Backing up the backup drive is one approach. Another approach is rotating multiple backup drives, which is what I do with Time Machine.
Time Machine makes it easy to keep rotated drives. If you add more volumes to Time Machine, it automatically alternates backups among them. For example, if you set up a second hard drive for Time Machine, it will begin alternating backups between drives 1 and 2. If you add a third hard drive, it will alternate between drives 1, 2, and 3. If any of them are not mounted, it will alternate among whichever volumes are mounted. This lets you plug in any number of Time Machine volumes at any time, and it’s not a problem (except for less redundancy) if only some of them are mounted.
There are lots of ways to do this. Over the years, as I’ve upgraded hard drives, I’ve ended up with a collection of older no longer used hard drives. I have reused some as additional Time Machine drives. Empty bay in a 4-bay drive enclosure or NAS? Stick an old hard drive in there and add it to Time Machine. Old Apple Time Capsule network backup device in the closet? Stick a bigger old drive in there, put it back on the network, and add it to Time Machine. Another old Mac still on the network?
Set it up as a Time Machine backup target.
If something terrible happens to any one of those Time Machine backups, there is at least one other volume with a history of recent backups on it, because of the automatic backup rotate feature of Time Machine.
I don't clone Time Machine backups because of a potential issue with the way Time Machine organizes backups. To keep a normal clone backup up to date in as little time as possible, cloning software such as SuperDuper! (or Carbon Copy Cloner, Chronosync, etc.) can scan the volumes, figure out which files changed, and change only those files on the backup. That way, a daily backup can take just 5 minutes instead of a couple of hours to copy the whole thing. If you use SuperDuper! to create and maintain a clone backup, then it would be easy to use SuperDuper! to backup the backup drive.

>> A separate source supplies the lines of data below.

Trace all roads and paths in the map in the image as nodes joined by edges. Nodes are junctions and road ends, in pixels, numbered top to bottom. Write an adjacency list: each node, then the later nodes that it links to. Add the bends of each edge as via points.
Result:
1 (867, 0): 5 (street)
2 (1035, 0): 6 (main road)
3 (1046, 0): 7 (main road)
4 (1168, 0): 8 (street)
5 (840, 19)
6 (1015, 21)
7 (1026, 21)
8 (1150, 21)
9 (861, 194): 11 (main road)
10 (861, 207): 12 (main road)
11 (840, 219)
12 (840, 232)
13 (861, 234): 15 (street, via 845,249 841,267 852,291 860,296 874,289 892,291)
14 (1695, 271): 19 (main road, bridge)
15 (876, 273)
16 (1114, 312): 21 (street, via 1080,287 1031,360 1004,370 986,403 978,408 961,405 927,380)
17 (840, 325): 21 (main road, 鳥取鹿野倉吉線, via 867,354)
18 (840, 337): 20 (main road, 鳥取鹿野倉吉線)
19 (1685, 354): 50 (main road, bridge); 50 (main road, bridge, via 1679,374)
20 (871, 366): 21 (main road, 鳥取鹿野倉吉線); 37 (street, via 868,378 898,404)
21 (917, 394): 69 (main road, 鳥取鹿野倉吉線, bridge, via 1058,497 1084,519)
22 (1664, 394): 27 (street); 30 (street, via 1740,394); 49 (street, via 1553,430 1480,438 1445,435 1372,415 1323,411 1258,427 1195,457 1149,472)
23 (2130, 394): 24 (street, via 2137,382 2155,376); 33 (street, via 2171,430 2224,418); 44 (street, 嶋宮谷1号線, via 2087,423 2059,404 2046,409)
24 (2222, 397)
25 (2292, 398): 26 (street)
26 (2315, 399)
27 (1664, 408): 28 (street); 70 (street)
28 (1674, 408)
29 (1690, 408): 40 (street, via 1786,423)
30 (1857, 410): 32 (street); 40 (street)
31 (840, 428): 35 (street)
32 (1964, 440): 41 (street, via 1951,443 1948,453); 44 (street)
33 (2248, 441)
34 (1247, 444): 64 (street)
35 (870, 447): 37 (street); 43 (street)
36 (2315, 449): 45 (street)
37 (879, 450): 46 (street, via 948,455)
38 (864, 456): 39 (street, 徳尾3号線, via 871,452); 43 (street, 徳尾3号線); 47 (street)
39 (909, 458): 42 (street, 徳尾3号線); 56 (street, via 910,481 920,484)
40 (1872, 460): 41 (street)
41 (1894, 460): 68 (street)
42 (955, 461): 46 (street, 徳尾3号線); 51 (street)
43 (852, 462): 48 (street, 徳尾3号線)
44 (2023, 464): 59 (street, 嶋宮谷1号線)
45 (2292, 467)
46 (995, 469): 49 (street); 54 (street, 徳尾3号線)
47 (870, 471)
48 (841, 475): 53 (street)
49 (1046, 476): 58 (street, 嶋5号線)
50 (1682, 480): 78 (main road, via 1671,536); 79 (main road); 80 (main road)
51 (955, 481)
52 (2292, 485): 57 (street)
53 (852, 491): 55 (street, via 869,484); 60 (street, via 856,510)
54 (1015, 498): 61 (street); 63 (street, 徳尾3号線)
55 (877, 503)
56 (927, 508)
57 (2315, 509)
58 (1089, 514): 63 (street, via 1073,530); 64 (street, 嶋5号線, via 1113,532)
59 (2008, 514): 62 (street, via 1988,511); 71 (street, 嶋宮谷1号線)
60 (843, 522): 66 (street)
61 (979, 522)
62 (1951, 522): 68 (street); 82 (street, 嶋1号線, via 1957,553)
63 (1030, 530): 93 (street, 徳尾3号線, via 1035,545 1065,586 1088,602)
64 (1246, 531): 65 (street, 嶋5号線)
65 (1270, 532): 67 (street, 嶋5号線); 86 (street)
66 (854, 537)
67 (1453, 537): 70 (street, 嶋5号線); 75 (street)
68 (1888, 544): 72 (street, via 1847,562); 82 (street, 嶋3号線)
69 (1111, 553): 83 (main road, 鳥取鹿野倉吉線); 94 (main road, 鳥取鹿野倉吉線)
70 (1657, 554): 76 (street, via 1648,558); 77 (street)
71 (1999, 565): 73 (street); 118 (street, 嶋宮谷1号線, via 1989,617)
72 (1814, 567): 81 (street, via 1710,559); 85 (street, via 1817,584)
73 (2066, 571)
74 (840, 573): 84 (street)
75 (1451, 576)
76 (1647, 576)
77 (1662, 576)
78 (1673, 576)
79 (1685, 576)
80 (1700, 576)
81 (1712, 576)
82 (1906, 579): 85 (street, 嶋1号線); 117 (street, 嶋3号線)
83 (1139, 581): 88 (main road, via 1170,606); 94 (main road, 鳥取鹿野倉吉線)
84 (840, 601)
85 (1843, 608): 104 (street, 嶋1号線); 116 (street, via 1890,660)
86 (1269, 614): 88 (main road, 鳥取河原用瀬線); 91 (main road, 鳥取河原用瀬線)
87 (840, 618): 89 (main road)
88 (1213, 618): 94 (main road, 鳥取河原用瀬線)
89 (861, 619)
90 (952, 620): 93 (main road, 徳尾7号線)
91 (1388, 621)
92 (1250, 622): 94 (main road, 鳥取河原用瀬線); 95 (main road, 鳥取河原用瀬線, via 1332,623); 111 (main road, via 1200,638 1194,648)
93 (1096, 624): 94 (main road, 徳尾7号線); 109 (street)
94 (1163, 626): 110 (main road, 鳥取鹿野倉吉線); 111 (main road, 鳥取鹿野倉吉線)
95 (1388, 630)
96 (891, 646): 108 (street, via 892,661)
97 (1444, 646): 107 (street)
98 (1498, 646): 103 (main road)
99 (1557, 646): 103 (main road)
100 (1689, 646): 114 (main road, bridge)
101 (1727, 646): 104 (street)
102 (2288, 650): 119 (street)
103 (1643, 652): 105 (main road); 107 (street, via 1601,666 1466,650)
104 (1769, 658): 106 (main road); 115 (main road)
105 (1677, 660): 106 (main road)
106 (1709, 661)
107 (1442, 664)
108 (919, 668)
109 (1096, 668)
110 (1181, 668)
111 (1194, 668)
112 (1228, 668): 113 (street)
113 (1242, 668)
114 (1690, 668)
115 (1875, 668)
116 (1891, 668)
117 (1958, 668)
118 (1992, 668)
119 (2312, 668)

But that can potentially get weird when Time Machine is involved. Time Machine backups are stored in an unusual and complex way (e.g. lots of
hard links or snapshots to save space for multi-state backups). Also, they have special permissions to prevent tampering and corruption. For those reasons, I am not sure if cloning software can efficiently and safely update clones of Time Machine backups. It might decide to re-copy the entire volume each time.